Alle nativen Proteinsequenzen entwickelten sich aus wenigen, zufällig mutierten und gezielt selektierten Vorläufermolekülen. Entsprechend nehmen sie einen Sequenzraum ein, der nicht gleichmäßig verteilt ist, sondern in Form von Proteinfamilien vorliegt. Die restliche riesige Konformationslandschaft wurde von der Evolution nie erfasst. Sie war nie gezwungen, moderne biomedizinische und industrielle Probleme zu lösen.

Wer bisher im Labor versuchte, eine neuartige Proteinfunktionalität aufzuspüren, musste auf Methoden der gerichteten Evolution und des rationalen Protein-Engineering zurückgreifen. Sie ahmen natürliche Evolutionsprozesse mithilfe von Mutationsbibliotheken und Hochdurchsatzscreening nach und beschleunigen sie. Somit sind sie meist auf nahe Verwandte nativer Proteine beschränkt und dringen nur zögerlich in den unbekannten Sequenzraum vor.

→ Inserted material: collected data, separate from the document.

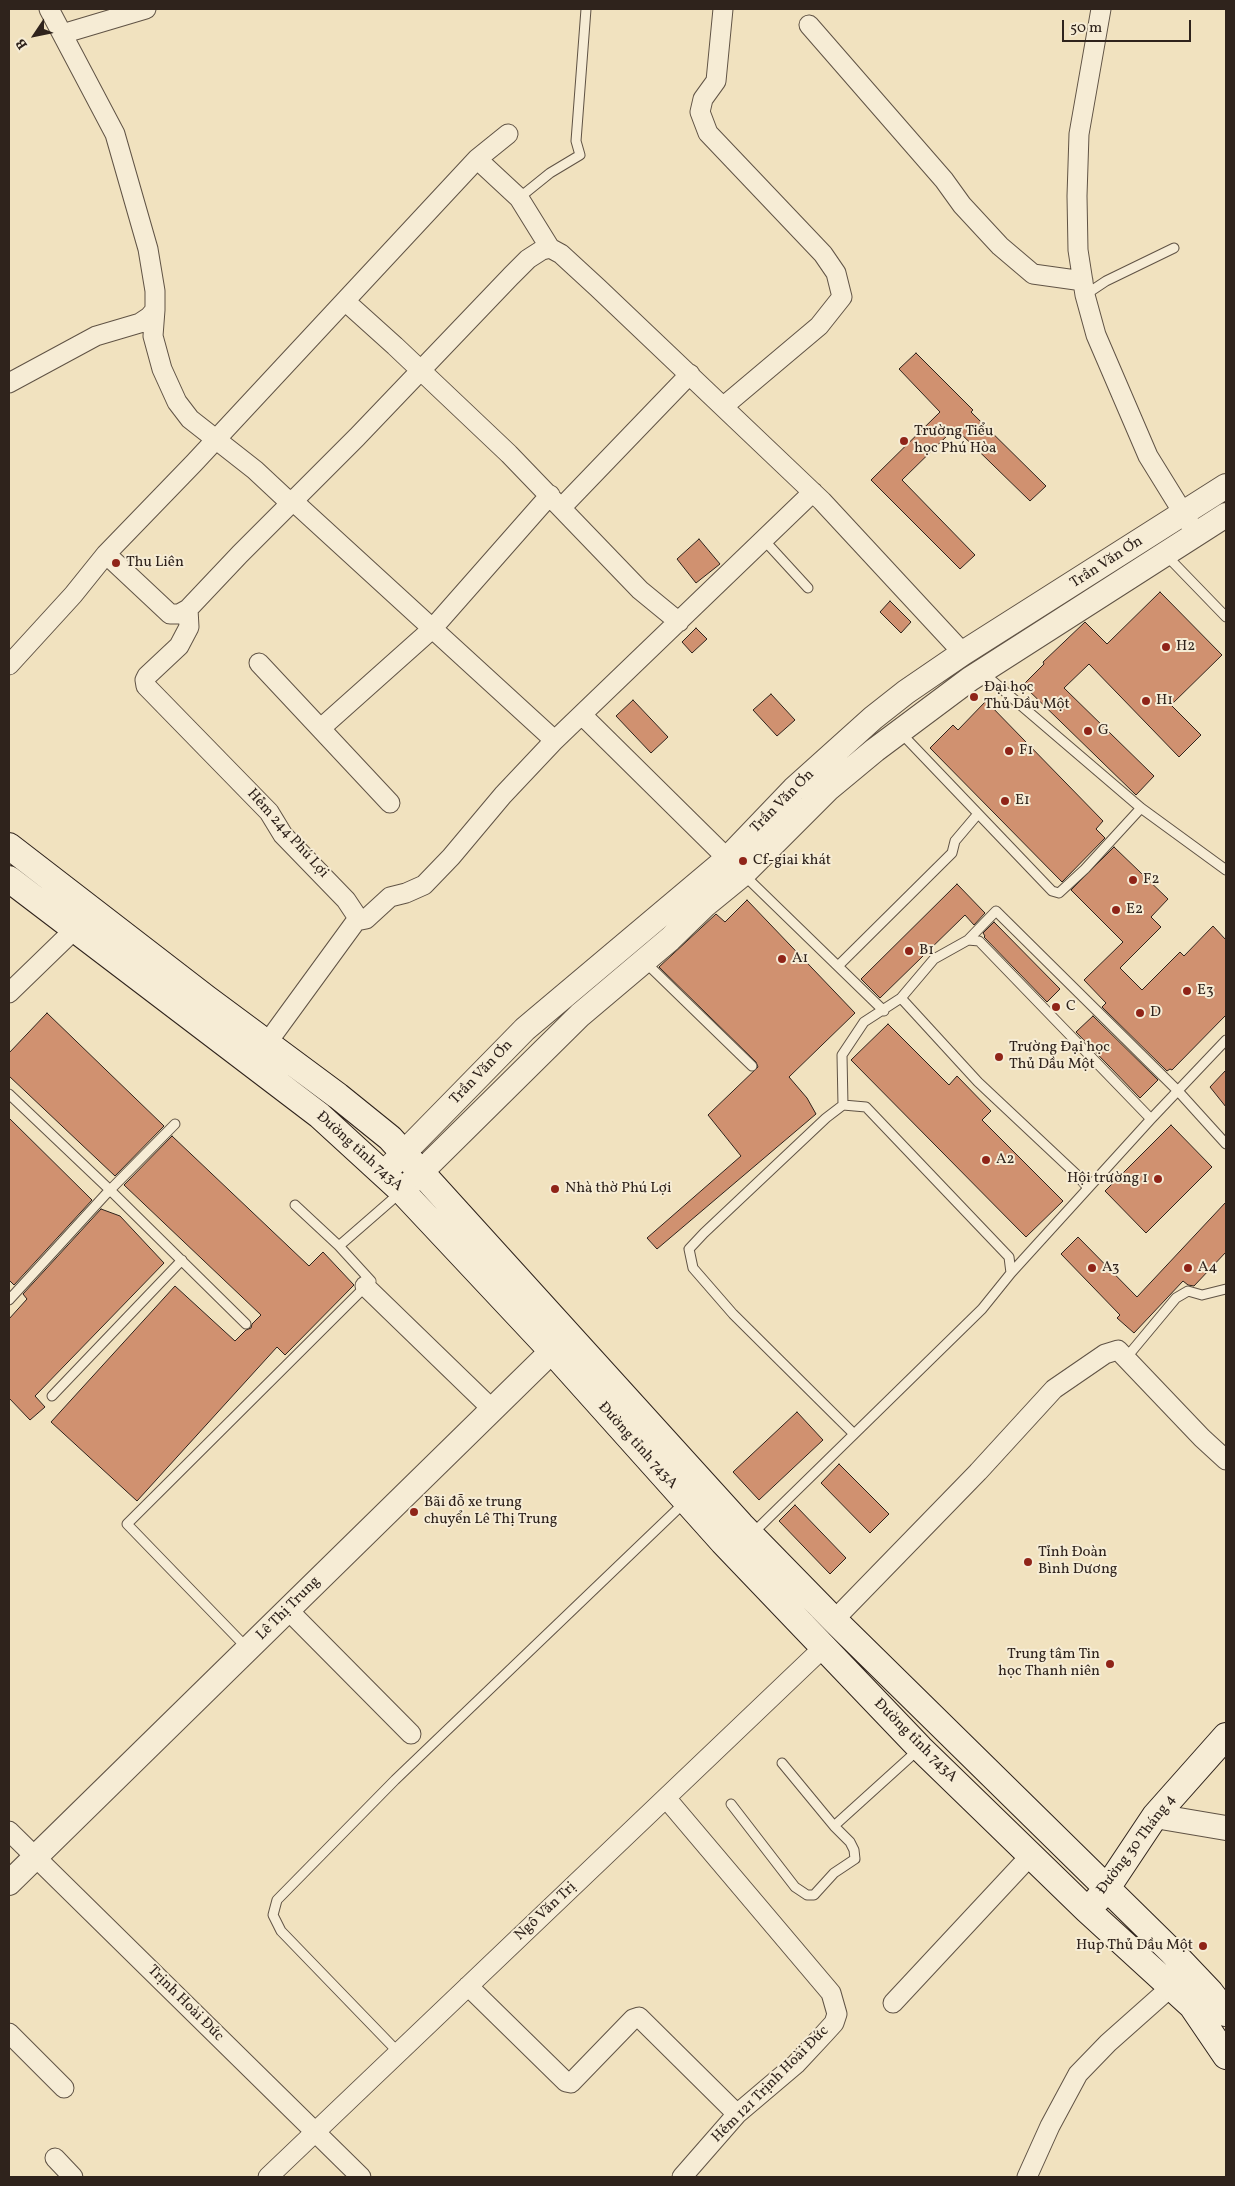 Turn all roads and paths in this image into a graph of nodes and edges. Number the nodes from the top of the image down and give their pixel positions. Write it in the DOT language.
graph roads {
  1 [pos="49,9"];
  2 [pos="146,9"];
  3 [pos="586,9"];
  4 [pos="723,9"];
  5 [pos="1101,9"];
  6 [pos="809,25"];
  7 [pos="62,34"];
  8 [pos="508,134"];
  9 [pos="477,159"];
  10 [pos="520,198"];
  11 [pos="550,248"];
  12 [pos="1174,248"];
  13 [pos="1084,288"];
  14 [pos="345,301"];
  15 [pos="155,310"];
  16 [pos="420,371"];
  17 [pos="690,374"];
  18 [pos="9,383"];
  19 [pos="724,406"];
  20 [pos="215,440"];
  21 [pos="1226,486"];
  22 [pos="813,492"];
  23 [pos="293,501"];
  24 [pos="556,501"];
  25 [pos="1226,514"];
  26 [pos="1190,524"];
  27 [pos="764,540"];
  28 [pos="106,554"];
  29 [pos="1165,554"];
  30 [pos="808,588"];
  31 [pos="188,609"];
  32 [pos="1226,617"];
  33 [pos="679,622"];
  34 [pos="432,629"];
  35 [pos="964,653"];
  36 [pos="260,663"];
  37 [pos="9,665"];
  38 [pos="982,672"];
  39 [pos="582,715"];
  40 [pos="321,728"];
  41 [pos="899,732"];
  42 [pos="553,742"];
  43 [pos="390,803"];
  44 [pos="1141,808"];
  45 [pos="978,815"];
  46 [pos="9,846"];
  47 [pos="735,866"];
  48 [pos="1226,870"];
  49 [pos="9,879"];
  50 [pos="90,908"];
  51 [pos="356,921"];
  52 [pos="74,930"];
  53 [pos="968,940"];
  54 [pos="644,961"];
  55 [pos="838,966"];
  56 [pos="9,993"];
  57 [pos="901,998"];
  58 [pos="884,1011"];
  59 [pos="1226,1040"];
  60 [pos="267,1043"];
  61 [pos="752,1066"];
  62 [pos="1178,1090"];
  63 [pos="9,1094"];
  64 [pos="843,1105"];
  65 [pos="1151,1119"];
  66 [pos="175,1124"];
  67 [pos="1226,1144"];
  68 [pos="403,1153"];
  69 [pos="421,1171"];
  70 [pos="383,1174"];
  71 [pos="1088,1188"];
  72 [pos="110,1190"];
  73 [pos="402,1191"];
  74 [pos="295,1205"];
  75 [pos="339,1246"];
  76 [pos="182,1260"];
  77 [pos="1011,1274"];
  78 [pos="366,1286"];
  79 [pos="1226,1289"];
  80 [pos="9,1299"];
  81 [pos="246,1324"];
  82 [pos="560,1343"];
  83 [pos="1126,1358"];
  84 [pos="52,1396"];
  85 [pos="492,1410"];
  86 [pos="854,1434"];
  87 [pos="1226,1460"];
  88 [pos="686,1501"];
  89 [pos="751,1535"];
  90 [pos="288,1610"];
  91 [pos="834,1620"];
  92 [pos="824,1647"];
  93 [pos="248,1649"];
  94 [pos="411,1734"];
  95 [pos="1226,1736"];
  96 [pos="920,1748"];
  97 [pos="782,1763"];
  98 [pos="666,1798"];
  99 [pos="732,1804"];
  100 [pos="1155,1816"];
  101 [pos="834,1826"];
  102 [pos="1226,1828"];
  103 [pos="9,1831"];
  104 [pos="1031,1855"];
  105 [pos="36,1857"];
  106 [pos="9,1883"];
  107 [pos="1108,1888"];
  108 [pos="1087,1910"];
  109 [pos="468,1986"];
  110 [pos="1171,1987"];
  111 [pos="893,2003"];
  112 [pos="1226,2013"];
  113 [pos="9,2032"];
  114 [pos="398,2052"];
  115 [pos="1226,2056"];
  116 [pos="64,2088"];
  117 [pos="737,2114"];
  118 [pos="314,2131"];
  119 [pos="55,2158"];
  120 [pos="73,2177"];
  121 [pos="268,2177"];
  122 [pos="361,2177"];
  123 [pos="682,2177"];
  124 [pos="1027,2177"];
  1 -- 7 [label="street"];
  2 -- 7 [label="street"];
  3 -- 10 [label="lane"];
  4 -- 19 [label="street"];
  5 -- 13 [label="street"];
  6 -- 13 [label="street"];
  7 -- 15 [label="street"];
  8 -- 9 [label="street"];
  9 -- 10 [label="street"];
  9 -- 14 [label="street"];
  10 -- 11 [label="street"];
  11 -- 16 [label="street"];
  11 -- 17 [label="street"];
  12 -- 13 [label="lane"];
  13 -- 26 [label="street"];
  14 -- 16 [label="street"];
  14 -- 20 [label="street"];
  15 -- 18 [label="street"];
  15 -- 20 [label="street"];
  16 -- 23 [label="street"];
  16 -- 24 [label="street"];
  17 -- 19 [label="street"];
  17 -- 24 [label="street"];
  19 -- 22 [label="street"];
  20 -- 23 [label="street"];
  20 -- 28 [label="street"];
  21 -- 26 [label="street, Trần Văn Ơn"];
  22 -- 27 [label="street"];
  22 -- 35 [label="street"];
  23 -- 31 [label="street"];
  23 -- 34 [label="street"];
  24 -- 33 [label="street"];
  24 -- 34 [label="street"];
  25 -- 26 [label="street, Trần Văn Ơn"];
  26 -- 29 [label="street, Trần Văn Ơn"];
  26 -- 35 [label="street, Trần Văn Ơn"];
  27 -- 30 [label="lane"];
  27 -- 33 [label="street"];
  28 -- 31 [label="street"];
  28 -- 37 [label="street"];
  29 -- 32 [label="lane"];
  29 -- 38 [label="street, Trần Văn Ơn"];
  31 -- 51 [label="street, Hẻm 244 Phú Lợi"];
  33 -- 39 [label="street"];
  34 -- 40 [label="street"];
  34 -- 42 [label="street"];
  35 -- 47 [label="street, Trần Văn Ơn"];
  36 -- 40 [label="street"];
  38 -- 41 [label="street, Trần Văn Ơn"];
  38 -- 44 [label="lane"];
  39 -- 42 [label="street"];
  39 -- 47 [label="street"];
  40 -- 43 [label="street"];
  41 -- 45 [label="lane"];
  41 -- 47 [label="street, Trần Văn Ơn"];
  42 -- 51 [label="street"];
  44 -- 45 [label="lane"];
  44 -- 48 [label="lane"];
  45 -- 55 [label="lane"];
  46 -- 50 [label="main road, Đường tỉnh 743A"];
  47 -- 54 [label="street, Trần Văn Ơn"];
  47 -- 55 [label="lane"];
  47 -- 68 [label="street, Trần Văn Ơn"];
  49 -- 52 [label="main road, Đường tỉnh 743A"];
  50 -- 52 [label="street"];
  50 -- 60 [label="main road, Đường tỉnh 743A"];
  51 -- 60 [label="street"];
  52 -- 56 [label="street"];
  52 -- 70 [label="main road, Đường tỉnh 743A"];
  53 -- 57 [label="lane"];
  53 -- 62 [label="lane"];
  53 -- 65 [label="lane"];
  54 -- 61 [label="lane"];
  54 -- 69 [label="street, Trần Văn Ơn"];
  55 -- 58 [label="lane"];
  57 -- 58 [label="lane"];
  57 -- 71 [label="lane"];
  58 -- 64 [label="lane"];
  59 -- 62 [label="lane"];
  60 -- 68 [label="main road, Đường tỉnh 743A"];
  62 -- 65 [label="lane"];
  62 -- 67 [label="lane"];
  63 -- 72 [label="lane"];
  64 -- 77 [label="lane"];
  64 -- 86 [label="lane"];
  65 -- 71 [label="lane"];
  66 -- 72 [label="lane"];
  68 -- 69 [label="main road, Đường tỉnh 743A"];
  68 -- 70 [label="street, Trần Văn Ơn"];
  69 -- 73 [label="street, Trần Văn Ơn"];
  69 -- 82 [label="main road, Đường tỉnh 743A"];
  70 -- 73 [label="main road, Đường tỉnh 743A"];
  71 -- 77 [label="lane"];
  72 -- 76 [label="lane"];
  72 -- 80 [label="lane"];
  73 -- 75 [label="lane"];
  73 -- 82 [label="main road, Đường tỉnh 743A"];
  74 -- 75 [label="lane"];
  75 -- 78 [label="lane"];
  76 -- 81 [label="lane"];
  76 -- 84 [label="lane"];
  77 -- 86 [label="lane"];
  78 -- 85 [label="street"];
  78 -- 93 [label="lane"];
  79 -- 83 [label="lane"];
  82 -- 85 [label="street, Lê Thị Trung"];
  82 -- 88 [label="main road, Đường tỉnh 743A"];
  82 -- 89 [label="main road, Đường tỉnh 743A"];
  83 -- 87 [label="street"];
  83 -- 91 [label="street"];
  85 -- 90 [label="street, Lê Thị Trung"];
  86 -- 89 [label="lane"];
  88 -- 92 [label="main road, Đường tỉnh 743A"];
  88 -- 114 [label="lane"];
  89 -- 91 [label="main road, Đường tỉnh 743A"];
  90 -- 93 [label="street, Lê Thị Trung"];
  90 -- 94 [label="street"];
  91 -- 107 [label="main road, Đường tỉnh 743A"];
  92 -- 96 [label="main road, Đường tỉnh 743A"];
  92 -- 98 [label="street, Ngô Văn Trị"];
  93 -- 105 [label="street, Lê Thị Trung"];
  95 -- 100 [label="main road, Đường 30 Tháng 4"];
  96 -- 101 [label="lane"];
  96 -- 104 [label="main road, Đường tỉnh 743A"];
  97 -- 101 [label="lane"];
  98 -- 109 [label="street, Ngô Văn Trị"];
  98 -- 117 [label="street, Hẻm 121 Trịnh Hoài Đức"];
  99 -- 101 [label="lane"];
  100 -- 102 [label="street"];
  100 -- 107 [label="main road, Đường 30 Tháng 4"];
  103 -- 105 [label="street, Trịnh Hoài Đức"];
  104 -- 108 [label="main road, Đường tỉnh 743A"];
  104 -- 111 [label="street"];
  105 -- 106 [label="street, Lê Thị Trung"];
  105 -- 118 [label="street, Trịnh Hoài Đức"];
  107 -- 108 [label="main road, Đường 30 Tháng 4"];
  107 -- 112 [label="main road, Đường tỉnh 743A"];
  108 -- 110 [label="main road, Đường tỉnh 743A"];
  109 -- 114 [label="street, Ngô Văn Trị"];
  109 -- 117 [label="street"];
  110 -- 115 [label="main road, Đường tỉnh 743A"];
  110 -- 124 [label="street"];
  113 -- 116 [label="street"];
  114 -- 118 [label="street, Ngô Văn Trị"];
  117 -- 123 [label="street, Hẻm 121 Trịnh Hoài Đức"];
  118 -- 121 [label="street, Ngô Văn Trị"];
  118 -- 122 [label="street, Trịnh Hoài Đức"];
  119 -- 120 [label="street"];
}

Computergestütztes Proteindesign ist hingegen nicht auf native Proteine als Ausgangspunkte limitiert. Dadurch kann es nicht nur der Natur unbekannte Funktionalitäten erzeugen, sondern hat das Potential, Medizin und Biotechnologiebranche maßgeblich zu verändern. Gerade für die Arzneimittelentwicklung kann die Bedeutung maschineller Lernverfahren nicht überbewertet werden: Schon jetzt können Wirkstoffforscher mit ihrer Hilfe beispielsweise therapeutische Antikörper ohne mühsames Bibliotheks-Screening entwickeln (bioRxiv, doi.org/grmq7m), die Reifung von Antikörpern beschleunigen (Sci. Rep., doi.org/gkr8tc) ihre Antigenspezifität vorhersagen (Nat. Biomed. Eng., doi.org/jx2hk) oder Antibiotikaresistenzen und Enzymaktivitäten evolvieren (Nat. Biotechnol., doi.org/j8qb).